Zhai's clinic was the subject of a recent complaint to the ASA. I know, because I was the one that made it. For some time the clinic, a satellite to the London Fertility Clinic, had been making fairly strong claims about their success rates. The ASA, after a little persuasion, took up the complaint, and it got as far as the draft adjudication which is presented to the ASA council for final signing off. It is fairly rare, but not impossible, for council to disagree with the adjudication. Here, the recommendation was that the complaint be upheld. This was down to the fact that the evidence provided by the Clinic did not offer any detail as to how it was compiled. They also upheld the part of the complaint addressing the fact that the clinic gave Zhai the title of Doctor, and (all together now) although doctor is remarkably not a protected term, it must not be used in a context that suggests that someone is a qualified medical doctor if they are not.
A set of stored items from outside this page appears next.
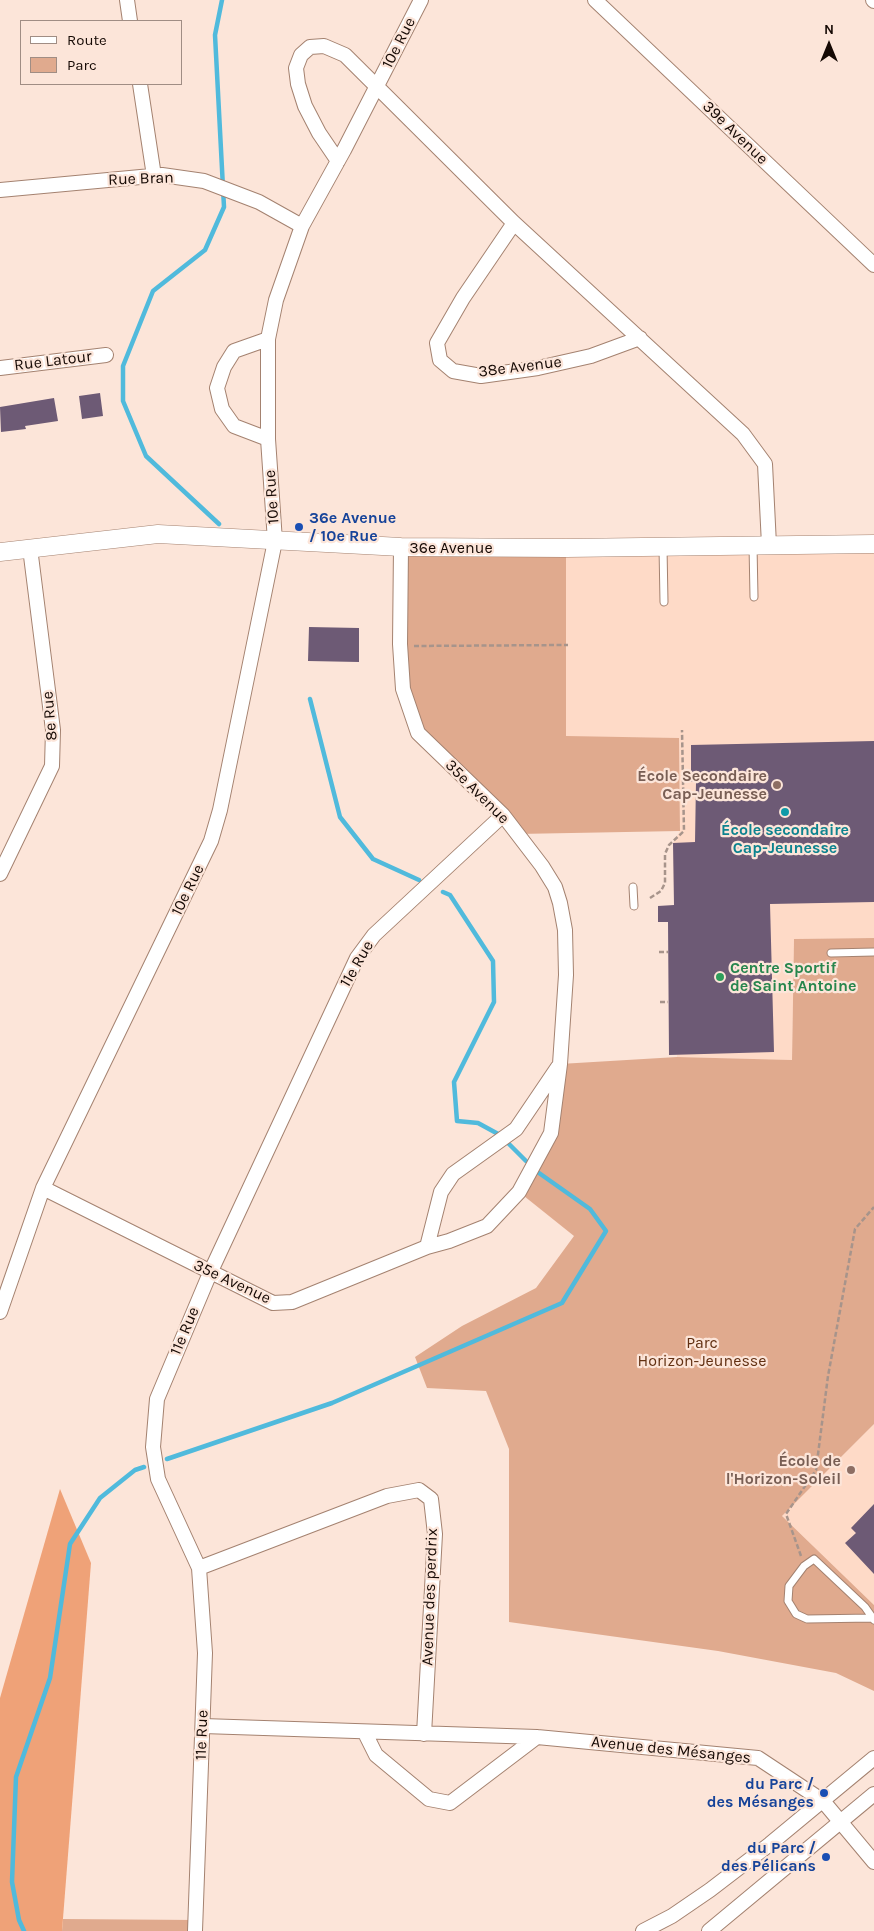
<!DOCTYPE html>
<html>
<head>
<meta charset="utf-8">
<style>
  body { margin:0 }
  #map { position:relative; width:874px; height:1931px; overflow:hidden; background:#fce5d9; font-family:Karla,sans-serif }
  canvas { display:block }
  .legend { position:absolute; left:20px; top:20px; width:162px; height:65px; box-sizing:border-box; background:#fce5d9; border:1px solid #a08d84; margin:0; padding:6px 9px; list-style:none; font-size:15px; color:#150904 }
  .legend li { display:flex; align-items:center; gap:10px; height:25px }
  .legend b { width:25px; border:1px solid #a08d84 }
  .north { position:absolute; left:804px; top:20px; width:50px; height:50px; -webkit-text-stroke:4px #fce5d9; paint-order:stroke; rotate:0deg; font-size:14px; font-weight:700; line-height:20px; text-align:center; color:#150904 }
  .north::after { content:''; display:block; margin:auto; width:18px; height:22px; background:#150904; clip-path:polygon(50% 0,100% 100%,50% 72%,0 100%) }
</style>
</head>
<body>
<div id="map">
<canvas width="874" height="1931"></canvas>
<ul class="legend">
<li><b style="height:6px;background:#fff"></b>Route</li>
<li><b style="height:14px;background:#e0aa8e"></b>Parc</li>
</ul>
<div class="north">N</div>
</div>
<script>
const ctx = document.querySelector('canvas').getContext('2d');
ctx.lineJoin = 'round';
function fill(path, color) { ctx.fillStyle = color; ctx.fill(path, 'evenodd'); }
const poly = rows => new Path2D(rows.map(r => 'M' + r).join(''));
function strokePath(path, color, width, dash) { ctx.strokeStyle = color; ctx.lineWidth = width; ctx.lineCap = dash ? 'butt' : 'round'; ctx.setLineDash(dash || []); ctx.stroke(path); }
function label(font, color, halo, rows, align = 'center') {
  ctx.font = font + ' Karla,sans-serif'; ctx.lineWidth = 4.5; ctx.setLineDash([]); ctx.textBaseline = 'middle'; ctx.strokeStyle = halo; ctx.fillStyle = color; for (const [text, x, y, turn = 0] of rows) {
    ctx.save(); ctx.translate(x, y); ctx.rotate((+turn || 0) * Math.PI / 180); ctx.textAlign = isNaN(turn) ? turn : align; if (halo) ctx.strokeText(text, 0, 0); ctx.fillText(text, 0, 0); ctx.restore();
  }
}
fill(poly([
  [874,544,874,938,794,939,792,1060,677,1057,673,843,680,831,679,738,566,737,566,548],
  [874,1424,874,1605,782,1516]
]), '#fedac7');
fill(poly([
  [401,547,566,548,566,736,679,738,680,831,517,834,418,733,403,689],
  [874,938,874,1424,782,1516,874,1605,874,1691,836,1673,718,1651,509,1622,509,1449,486,1391,427,1388,415,1357,462,1326,536,1288,574,1236,519,1192,551,1133,560,1064,677,1057,792,1060,794,939],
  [63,1919,195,1920,195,1931,62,1931]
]), '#e0aa8e');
fill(poly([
  [60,1489,91,1563,62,1931,0,1931,0,1698]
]), '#efa278');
strokePath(poly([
  [219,524,146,456,123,401,123,366,153,291,205,250,224,207,215,35,222,0],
  [310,699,340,817,373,859,419,880],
  [443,892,450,895,493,961,494,1002,454,1082,457,1121,478,1123,500,1135],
  [509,1144,526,1161],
  [167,1459,332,1403,562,1303,606,1231,590,1209,539,1173],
  [24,1931,19,1920,12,1882,16,1777,50,1678,70,1544,100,1498,135,1470,144,1467]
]), '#50badc', 4.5);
fill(poly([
  [100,393,103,416,82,419,79,396],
  [54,398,58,421,25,426,26,429,1,432,0,407],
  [309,627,359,628,359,662,308,661],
  [874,741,874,902,770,904,774,1052,669,1055,668,922,658,922,658,906,674,905,673,843,695,842,696,782,691,782,691,745],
  [874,1504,874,1574,845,1543,856,1533,851,1528]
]), '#6d5a75');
const service = poly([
  [753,545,754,597],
  [663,547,664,602],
  [633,887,634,906],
  [831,953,874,952],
  [872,1618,807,1619,796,1614,788,1601,789,1586,804,1566,814,1559,865,1607,874,1620]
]);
const minor = poly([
  [127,0,130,21],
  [595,0,874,265],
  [873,0,874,1],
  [140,84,154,176],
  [338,161,319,133,305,106,298,84,296,68,301,55,310,47,324,46,345,55,514,223,743,434,765,464,769,545],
  [0,190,162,175,204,181,259,202,302,226],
  [514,223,463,298,437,343,440,360,453,371,481,376,538,368,591,356,640,338],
  [268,339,234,351,224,367,217,388,222,409,234,426,268,439],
  [0,368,106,355],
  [0,874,52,766,53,730,30,548],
  [43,1188,273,1303,292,1302,427,1247,449,1241,487,1226,519,1192,551,1133,560,1064,566,975,565,930,560,903,555,887,542,866,503,815,418,733,403,689,400,644,401,547],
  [427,1247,441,1192,453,1174,516,1129,558,1067],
  [0,1312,43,1188,211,841,220,810,275,541,268,439,268,339,276,300,302,226,344,150,421,0],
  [199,1568,387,1496,419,1490,431,1499,435,1534,424,1734],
  [203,1726,537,1737,758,1758,823,1801,874,1862],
  [365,1733,376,1755,429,1799,450,1803,537,1737],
  [195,1931,205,1653,199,1568,158,1479,153,1447,157,1399,210,1273,357,958,374,935,503,815],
  [643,1931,672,1916,710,1890,770,1844,874,1758],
  [709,1931,874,1794]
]);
const tertiary = poly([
  [0,552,158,534,401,547,566,548,874,544]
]);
strokePath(service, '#a48270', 9);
strokePath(minor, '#a48270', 16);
strokePath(tertiary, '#a48270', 19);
strokePath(poly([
  [414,646,568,645],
  [650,898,661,891,665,883,665,854,669,845,684,831,682,730],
  [659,952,668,952],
  [660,1002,668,1002],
  [801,1556,786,1514,816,1470,828,1376,855,1229,874,1207]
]), '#a7948b', 2.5, [5, 2.5]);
strokePath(service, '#fff', 7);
strokePath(minor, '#fff', 14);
strokePath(tertiary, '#fff', 18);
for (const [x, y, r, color] of [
  [299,527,5,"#1a4fb4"],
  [777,785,5,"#8d6e63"],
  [785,812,5,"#0f9aa8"],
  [720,977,5,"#2e9e5b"],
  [851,1470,5,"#8d6e63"],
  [824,1793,5,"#1a4fb4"],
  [826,1857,5,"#1a4fb4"]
]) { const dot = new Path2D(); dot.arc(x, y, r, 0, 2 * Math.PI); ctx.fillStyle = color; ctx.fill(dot); strokePath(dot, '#fce5d9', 2); }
label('16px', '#150904', '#fce5d9', [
  ["10e Rue",399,43,-63],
  ["39e Avenue",735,133,44],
  ["Rue Bran",141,179,-2],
  ["Rue Latour",53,361,-7],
  ["38e Avenue",520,367,-7],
  ["10e Rue",272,497,-94],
  ["36e Avenue",451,548],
  ["8e Rue",50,716,-95],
  ["35e Avenue",477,792,45],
  ["10e Rue",188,890,-64],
  ["11e Rue",357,964,-60],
  ["35e Avenue",232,1282,25],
  ["11e Rue",185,1331,-67],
  ["Avenue des perdrix",430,1597,-88],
  ["11e Rue",202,1735,-88],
  ["Avenue des Mésanges",671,1750,6]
]);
label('bold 16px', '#164399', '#fce5d9', [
  ["36e Avenue",309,518,"left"],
  ["/ 10e Rue",309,536,"left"],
  ["du Parc /",814,1784],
  ["des Mésanges",814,1802],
  ["du Parc /",816,1848],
  ["des Pélicans",816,1866]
], 'right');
label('bold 16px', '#785e54', '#fce5d9', [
  ["École Secondaire",767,776],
  ["Cap-Jeunesse",767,794],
  ["École de",841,1461],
  ["l'Horizon-Soleil",841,1479]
], 'right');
label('bold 16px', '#0d838f', '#fce5d9', [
  ["École secondaire",785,830],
  ["Cap-Jeunesse",785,848]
]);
label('bold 16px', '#27864d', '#fce5d9', [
  ["Centre Sportif",730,968],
  ["de Saint Antoine",730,986]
], 'left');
label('16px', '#623012', '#fce5d9', [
  ["Parc",702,1343],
  ["Horizon-Jeunesse",702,1361]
]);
</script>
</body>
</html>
In other words, don't call yourself a doctor in an ad for a fertility clinic if you're not a doctor.
 
Once the draft was published and distributed, it might have been in the clinic's powers to provide the missing information, place their evidence into context, and overturn the draft decision. However, they decided to opt for "resolution". This meant, in effect, that they asked the ASA if, should the clinic remove the advert, the complaint would be resolved, not go to council, and most important of all, not get published in detail on the ASA website. It could be that they just didn't have time to sort out the relevant information; it could be that there was a gaping flaw in the way their data had been compiled; it could be that the evidence, not flattering to begin with, would have been even less flattering once placed in a proper context; I don't know, because it never happened. All I am left with are a number of "mights" and my own preconceived notions.

NB I still have a copy of the Zhai Clinic Draft Adjudication. I'm not sure if I'm allowed to do anything with it, however. I may publish the clinic's defense later tonight.